A preprocedural urinalysis was obtained in 27 out of 30 patients. The urinalysis was positive in 26 out of 27 cases (96%). Only one patient with Pyonephrosis had a negative urinalysis, and the culture obtained from urinary aspiration was positive for Candida. The white blood cell count was abnormally elevated in 18 out of 29 cases (62%), and bandemia was present in 13 out of 28 patients (46%). Neutropenia was present in one patient. Of note, no patient with Pyonephrosis had a triple-negative clinical finding (normal white cell count, normal urinalysis and no bandemia). Both bandemia and leukocytosis were present in the patient with Pyonephrosis and a normal urinalysis.
Overall, urine aspirate cultures were positive in 24 out of 27 cases in which they were obtained (89%). The most common organism in our patient population was Escherichia coli, present in 8 out of 27 cases (30%). Four patients had Pseudomonas (15%), and another 4 had Proteus.
Discussion
Fever, flank pain, leukocytosis, and a dilated renal collecting system are the typical findings in a patient with Pyonephrosis. However some patients may not present with an elevated white count or a fever, particularly in the very old or young, or in the setting of immunocompromised. Our findings suggest that while the urinalysis is usually positive in patients with Pyonephrosis, a normal UA does not completely rule out Pyonephrosis. A normal urinalysis in the setting of Pyonephrosis could potentially be caused by complete obstruction of the infected portion of the collecting system. It is also notable that the only patient with Pyonephrosis and a normal urinalysis was the patient with a fungal infection (Candida). It may be that the immune response to bacterial infections is more robust with greater inflammatory debris in the collect in system. The turbidity and cloudiness seen during aspiration of Candida infected dilated collecting system may in part be due to the presence of fungal hyphae. Candida is a known cause of fungus ball in the renal collecting system [5,6], with brownish debris on pyelotomy correlating with fungal hyphae on microbiologic analysis of the urine aspirate. In 2002, Kale et al also reported a case of renal candidiasis in a boy with fever, flank pain, chills and hydronephrosis on renal ultrasound. The treatment was similar to a patient with Pyonephrosis, with prompt drainage and decompression of the collecting system; the main difference was that, antifungal therapy substituted for antibacterial agents (Figure 3).
Figure 3: Injection of contrast into the collecting system via a nephrostomy tube in a patient with flank pain and fever shows a dilated renal collecting system due to congenital ureteropelvic junction obstruction.
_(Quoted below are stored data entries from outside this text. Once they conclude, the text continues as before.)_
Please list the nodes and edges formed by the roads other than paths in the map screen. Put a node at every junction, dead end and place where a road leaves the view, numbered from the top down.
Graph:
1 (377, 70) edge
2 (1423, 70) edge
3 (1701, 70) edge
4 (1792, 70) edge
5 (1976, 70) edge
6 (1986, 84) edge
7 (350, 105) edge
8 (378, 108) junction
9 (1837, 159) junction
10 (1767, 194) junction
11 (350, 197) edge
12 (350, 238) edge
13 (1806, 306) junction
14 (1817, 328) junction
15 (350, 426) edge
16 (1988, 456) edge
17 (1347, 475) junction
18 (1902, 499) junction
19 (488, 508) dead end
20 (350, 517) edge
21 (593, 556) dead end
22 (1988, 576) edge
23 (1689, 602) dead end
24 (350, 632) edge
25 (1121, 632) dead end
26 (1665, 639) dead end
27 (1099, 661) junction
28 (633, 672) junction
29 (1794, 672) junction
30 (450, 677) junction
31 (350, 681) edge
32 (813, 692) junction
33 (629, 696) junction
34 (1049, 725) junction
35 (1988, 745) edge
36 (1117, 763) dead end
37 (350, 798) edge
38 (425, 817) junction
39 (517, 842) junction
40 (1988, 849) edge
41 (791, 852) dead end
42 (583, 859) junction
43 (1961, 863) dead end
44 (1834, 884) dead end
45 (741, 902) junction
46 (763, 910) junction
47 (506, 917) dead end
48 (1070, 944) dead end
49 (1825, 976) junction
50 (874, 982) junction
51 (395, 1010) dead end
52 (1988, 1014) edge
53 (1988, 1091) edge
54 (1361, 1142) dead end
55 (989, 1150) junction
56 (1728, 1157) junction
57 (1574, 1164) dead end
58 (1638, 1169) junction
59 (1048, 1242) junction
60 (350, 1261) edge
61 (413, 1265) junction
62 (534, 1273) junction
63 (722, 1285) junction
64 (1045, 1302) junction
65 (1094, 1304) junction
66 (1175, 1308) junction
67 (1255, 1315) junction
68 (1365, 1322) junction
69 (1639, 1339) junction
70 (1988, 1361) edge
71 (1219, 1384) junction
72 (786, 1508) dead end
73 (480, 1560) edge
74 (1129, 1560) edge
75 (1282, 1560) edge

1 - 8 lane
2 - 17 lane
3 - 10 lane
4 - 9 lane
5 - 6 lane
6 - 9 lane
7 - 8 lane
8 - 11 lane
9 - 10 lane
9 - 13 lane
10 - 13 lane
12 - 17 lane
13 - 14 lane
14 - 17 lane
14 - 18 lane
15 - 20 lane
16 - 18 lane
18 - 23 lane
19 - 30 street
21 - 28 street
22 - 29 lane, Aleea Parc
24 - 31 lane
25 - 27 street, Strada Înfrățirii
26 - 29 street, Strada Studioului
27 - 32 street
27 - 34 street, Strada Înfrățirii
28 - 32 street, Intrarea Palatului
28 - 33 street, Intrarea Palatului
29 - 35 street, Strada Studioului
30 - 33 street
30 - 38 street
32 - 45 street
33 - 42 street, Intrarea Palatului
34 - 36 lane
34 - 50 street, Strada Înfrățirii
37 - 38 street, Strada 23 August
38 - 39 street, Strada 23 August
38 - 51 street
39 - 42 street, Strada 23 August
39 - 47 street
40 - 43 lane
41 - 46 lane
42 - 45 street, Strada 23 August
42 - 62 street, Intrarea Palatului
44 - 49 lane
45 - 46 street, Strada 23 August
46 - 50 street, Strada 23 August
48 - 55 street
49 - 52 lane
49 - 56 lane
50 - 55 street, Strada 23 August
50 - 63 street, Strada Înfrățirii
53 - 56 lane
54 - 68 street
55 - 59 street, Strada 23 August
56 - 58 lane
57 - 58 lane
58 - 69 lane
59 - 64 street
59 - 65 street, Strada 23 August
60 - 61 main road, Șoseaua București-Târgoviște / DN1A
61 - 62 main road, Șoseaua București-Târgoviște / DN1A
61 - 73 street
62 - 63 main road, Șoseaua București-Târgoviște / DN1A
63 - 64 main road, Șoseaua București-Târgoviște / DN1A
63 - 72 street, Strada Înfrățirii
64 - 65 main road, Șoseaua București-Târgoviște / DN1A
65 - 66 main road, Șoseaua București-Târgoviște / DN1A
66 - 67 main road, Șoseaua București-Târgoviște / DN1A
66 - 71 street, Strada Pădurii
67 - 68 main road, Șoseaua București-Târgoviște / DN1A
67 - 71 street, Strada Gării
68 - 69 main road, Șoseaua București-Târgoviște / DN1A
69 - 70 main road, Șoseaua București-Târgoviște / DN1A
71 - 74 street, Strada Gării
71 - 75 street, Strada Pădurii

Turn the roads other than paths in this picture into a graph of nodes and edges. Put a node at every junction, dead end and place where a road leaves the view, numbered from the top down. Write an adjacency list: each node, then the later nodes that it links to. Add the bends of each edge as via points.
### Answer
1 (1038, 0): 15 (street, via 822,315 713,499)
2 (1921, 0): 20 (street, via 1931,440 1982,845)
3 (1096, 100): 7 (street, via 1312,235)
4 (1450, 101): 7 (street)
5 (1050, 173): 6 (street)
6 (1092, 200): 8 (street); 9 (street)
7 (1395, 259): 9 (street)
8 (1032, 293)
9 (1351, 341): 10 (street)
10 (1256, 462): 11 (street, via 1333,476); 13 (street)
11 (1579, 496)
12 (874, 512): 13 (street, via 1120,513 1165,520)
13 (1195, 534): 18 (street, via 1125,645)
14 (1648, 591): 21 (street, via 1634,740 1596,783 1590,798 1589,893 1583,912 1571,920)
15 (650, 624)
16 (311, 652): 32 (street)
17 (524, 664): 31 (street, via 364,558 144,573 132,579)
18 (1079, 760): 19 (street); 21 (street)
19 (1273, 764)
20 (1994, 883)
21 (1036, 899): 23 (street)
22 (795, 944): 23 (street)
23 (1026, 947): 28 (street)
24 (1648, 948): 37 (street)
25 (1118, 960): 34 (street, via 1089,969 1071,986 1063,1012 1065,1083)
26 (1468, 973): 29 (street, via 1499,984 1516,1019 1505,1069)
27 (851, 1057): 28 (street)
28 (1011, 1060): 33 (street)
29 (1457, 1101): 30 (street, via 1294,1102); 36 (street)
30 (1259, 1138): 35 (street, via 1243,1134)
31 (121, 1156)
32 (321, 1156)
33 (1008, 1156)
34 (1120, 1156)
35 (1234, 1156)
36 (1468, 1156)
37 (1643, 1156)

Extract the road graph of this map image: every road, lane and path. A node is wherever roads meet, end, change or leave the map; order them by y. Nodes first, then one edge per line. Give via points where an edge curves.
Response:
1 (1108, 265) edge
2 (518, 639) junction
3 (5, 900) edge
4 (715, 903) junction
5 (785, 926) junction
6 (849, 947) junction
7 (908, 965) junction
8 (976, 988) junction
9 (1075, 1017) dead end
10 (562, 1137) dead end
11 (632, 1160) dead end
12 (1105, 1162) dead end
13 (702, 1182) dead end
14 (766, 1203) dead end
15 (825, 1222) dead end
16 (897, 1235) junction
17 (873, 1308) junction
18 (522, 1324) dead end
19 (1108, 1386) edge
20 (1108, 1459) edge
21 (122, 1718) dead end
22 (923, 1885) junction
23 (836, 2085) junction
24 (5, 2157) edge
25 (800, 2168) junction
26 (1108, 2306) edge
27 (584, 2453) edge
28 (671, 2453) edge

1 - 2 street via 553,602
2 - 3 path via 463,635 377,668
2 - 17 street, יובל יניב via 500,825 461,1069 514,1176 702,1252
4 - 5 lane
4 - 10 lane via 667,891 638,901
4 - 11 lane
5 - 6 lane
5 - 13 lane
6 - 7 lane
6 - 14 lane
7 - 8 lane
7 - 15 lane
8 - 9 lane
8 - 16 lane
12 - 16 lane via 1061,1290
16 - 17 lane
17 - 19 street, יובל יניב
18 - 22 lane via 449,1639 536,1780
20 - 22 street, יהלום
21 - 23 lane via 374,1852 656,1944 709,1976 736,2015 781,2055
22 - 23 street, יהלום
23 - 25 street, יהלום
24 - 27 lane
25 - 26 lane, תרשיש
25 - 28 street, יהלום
Since Pyonephrosis is a medical emergency, all patients with a dilated renal collecting system and clinical suspicion for infection should undergo further evaluation with urinary aspiration for decompression of the collecting system and microbiologic analysis (Figure 4).
Figure 4: Follow-up contrast injection several days later following tube exchange shows interval decompression of the collecting system with a decrease in the size of renal calyces and pelvis.
Conclusion
A negative preprocedural urinalysis does not definitively rule out Pyonephrosis. Prompt decompression of the renal collecting system is indicated if the index of clinical suspicion remains high.